Similar to highway pileups that can happen when lots of cars are stuck on a city’s beltway, these cosmic pileups can happen when black holes get stuck in the same general orbit, making the chance of sequential collisions higher than previous models predicted.

In the old model, two separate black holes, each arising from the remnant of a dead star, must find each other while meandering aimlessly in the vast volume of space. Moreover, these so-called stellar black holes rarely possess masses more than a few dozen times that of our sun, so even should two of them find each other, the resulting merger should rarely be larger than 40 times the mass of our sun -- contrary to what astronomers have observed.

In contrast, the new theory explains how merged black holes, once trapped orbiting the galactic center, can easily find more black holes to merge with in a sequential fashion.
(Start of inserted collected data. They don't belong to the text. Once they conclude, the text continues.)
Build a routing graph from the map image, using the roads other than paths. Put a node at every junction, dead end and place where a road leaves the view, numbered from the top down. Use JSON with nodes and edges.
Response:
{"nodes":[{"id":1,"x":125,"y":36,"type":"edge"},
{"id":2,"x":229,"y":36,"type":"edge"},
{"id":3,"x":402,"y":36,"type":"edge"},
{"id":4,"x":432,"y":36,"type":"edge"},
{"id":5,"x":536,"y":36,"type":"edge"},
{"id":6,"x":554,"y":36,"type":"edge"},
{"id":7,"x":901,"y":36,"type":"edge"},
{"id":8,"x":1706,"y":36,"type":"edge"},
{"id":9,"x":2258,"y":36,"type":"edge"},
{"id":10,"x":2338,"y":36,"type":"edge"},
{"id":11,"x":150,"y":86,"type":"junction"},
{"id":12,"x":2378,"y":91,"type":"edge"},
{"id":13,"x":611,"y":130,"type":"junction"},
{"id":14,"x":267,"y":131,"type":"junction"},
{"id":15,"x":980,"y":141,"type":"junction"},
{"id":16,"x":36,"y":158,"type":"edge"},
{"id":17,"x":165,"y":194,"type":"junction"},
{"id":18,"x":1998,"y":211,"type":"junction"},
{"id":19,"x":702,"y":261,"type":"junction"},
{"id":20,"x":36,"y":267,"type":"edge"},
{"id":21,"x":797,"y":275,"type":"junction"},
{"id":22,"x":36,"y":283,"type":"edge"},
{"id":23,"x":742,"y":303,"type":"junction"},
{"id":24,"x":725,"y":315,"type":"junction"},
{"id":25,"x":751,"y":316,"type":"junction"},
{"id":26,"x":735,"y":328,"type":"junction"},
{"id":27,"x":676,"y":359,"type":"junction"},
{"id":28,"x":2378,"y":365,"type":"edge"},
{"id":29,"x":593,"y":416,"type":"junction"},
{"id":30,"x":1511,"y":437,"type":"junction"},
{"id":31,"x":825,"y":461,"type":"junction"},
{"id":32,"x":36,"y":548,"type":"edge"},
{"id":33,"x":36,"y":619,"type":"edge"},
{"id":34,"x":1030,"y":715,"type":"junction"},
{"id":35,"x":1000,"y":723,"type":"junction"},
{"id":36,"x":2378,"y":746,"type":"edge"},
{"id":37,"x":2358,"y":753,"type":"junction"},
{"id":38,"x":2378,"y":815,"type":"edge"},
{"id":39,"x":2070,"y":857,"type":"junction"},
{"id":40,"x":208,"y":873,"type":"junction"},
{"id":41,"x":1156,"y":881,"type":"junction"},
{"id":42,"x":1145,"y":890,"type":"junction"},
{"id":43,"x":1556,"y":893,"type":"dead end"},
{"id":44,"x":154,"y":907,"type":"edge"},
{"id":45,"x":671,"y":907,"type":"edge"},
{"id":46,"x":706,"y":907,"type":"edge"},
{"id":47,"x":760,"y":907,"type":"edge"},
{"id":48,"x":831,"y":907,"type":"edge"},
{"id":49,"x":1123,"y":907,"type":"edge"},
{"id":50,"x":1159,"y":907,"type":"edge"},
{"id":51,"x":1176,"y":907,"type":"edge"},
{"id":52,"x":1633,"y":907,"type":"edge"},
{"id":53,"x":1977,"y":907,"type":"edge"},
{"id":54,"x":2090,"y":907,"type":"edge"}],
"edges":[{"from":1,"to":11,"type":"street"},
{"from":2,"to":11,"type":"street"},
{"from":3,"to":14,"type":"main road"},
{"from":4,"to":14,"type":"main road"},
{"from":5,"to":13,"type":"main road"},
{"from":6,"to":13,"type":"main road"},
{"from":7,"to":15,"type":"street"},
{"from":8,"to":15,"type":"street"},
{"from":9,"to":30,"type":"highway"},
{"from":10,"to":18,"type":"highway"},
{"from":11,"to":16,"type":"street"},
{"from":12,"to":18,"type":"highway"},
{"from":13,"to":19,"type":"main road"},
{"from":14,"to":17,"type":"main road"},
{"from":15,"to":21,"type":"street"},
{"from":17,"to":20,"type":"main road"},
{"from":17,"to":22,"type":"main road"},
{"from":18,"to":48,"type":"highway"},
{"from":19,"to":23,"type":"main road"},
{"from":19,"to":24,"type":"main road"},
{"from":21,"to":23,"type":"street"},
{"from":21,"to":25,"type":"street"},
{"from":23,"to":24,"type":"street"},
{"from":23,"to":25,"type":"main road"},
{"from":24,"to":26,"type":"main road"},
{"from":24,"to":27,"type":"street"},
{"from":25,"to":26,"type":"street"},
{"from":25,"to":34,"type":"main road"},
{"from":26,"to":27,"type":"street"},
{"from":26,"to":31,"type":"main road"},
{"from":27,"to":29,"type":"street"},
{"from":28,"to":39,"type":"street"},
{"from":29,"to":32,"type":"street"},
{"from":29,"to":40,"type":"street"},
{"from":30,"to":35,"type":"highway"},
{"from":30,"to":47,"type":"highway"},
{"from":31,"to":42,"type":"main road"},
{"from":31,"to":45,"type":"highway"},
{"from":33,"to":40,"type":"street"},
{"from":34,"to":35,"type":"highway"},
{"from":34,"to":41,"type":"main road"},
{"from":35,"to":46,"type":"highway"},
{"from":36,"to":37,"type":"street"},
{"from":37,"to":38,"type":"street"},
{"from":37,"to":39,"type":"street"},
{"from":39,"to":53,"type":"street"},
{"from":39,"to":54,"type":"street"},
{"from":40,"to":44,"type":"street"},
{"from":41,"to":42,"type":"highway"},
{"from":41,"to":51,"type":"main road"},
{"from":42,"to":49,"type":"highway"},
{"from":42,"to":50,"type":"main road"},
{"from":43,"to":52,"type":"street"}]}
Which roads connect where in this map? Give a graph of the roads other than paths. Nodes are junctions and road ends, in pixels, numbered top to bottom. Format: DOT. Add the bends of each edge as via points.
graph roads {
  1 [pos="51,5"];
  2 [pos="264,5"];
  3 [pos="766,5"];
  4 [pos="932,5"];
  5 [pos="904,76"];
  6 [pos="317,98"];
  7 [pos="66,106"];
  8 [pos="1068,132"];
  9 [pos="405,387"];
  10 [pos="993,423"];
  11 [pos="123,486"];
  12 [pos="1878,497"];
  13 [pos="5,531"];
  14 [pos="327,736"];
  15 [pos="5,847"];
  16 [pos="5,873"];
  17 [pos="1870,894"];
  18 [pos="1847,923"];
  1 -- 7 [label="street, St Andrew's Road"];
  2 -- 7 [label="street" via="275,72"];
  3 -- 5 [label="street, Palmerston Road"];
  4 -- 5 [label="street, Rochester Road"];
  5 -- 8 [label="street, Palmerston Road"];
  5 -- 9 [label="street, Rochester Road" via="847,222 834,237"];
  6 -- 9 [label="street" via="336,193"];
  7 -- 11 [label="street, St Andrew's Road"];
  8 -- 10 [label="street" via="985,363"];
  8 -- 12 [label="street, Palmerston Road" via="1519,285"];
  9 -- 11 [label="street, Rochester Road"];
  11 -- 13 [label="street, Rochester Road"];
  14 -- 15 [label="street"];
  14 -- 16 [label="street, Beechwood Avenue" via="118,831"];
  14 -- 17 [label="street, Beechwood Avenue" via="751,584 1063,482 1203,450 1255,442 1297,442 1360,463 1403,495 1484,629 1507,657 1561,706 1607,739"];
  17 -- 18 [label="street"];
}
It starts when gravitational interactions, friction, and other forces cause objects such as black holes to accumulate into a ring roughly 300 times the radius of the supermassive black hole sitting at the galactic center. After the black holes get stuck on this crowded loop, they slam into each other in a series of collisions, resulting in heavier and heavier mergers.

The new theory can help explain the existence of black hole mergers heavier than 50 solar masses. It can also explain why some black holes spiral in a certain way as they crash into each other, a feature not explained by previous models but observed in the gravitational wave data collected by the LIGO and Virgo collaborations.

The details of this new theory are described in a paper published in the journal Physical Review Letters last month.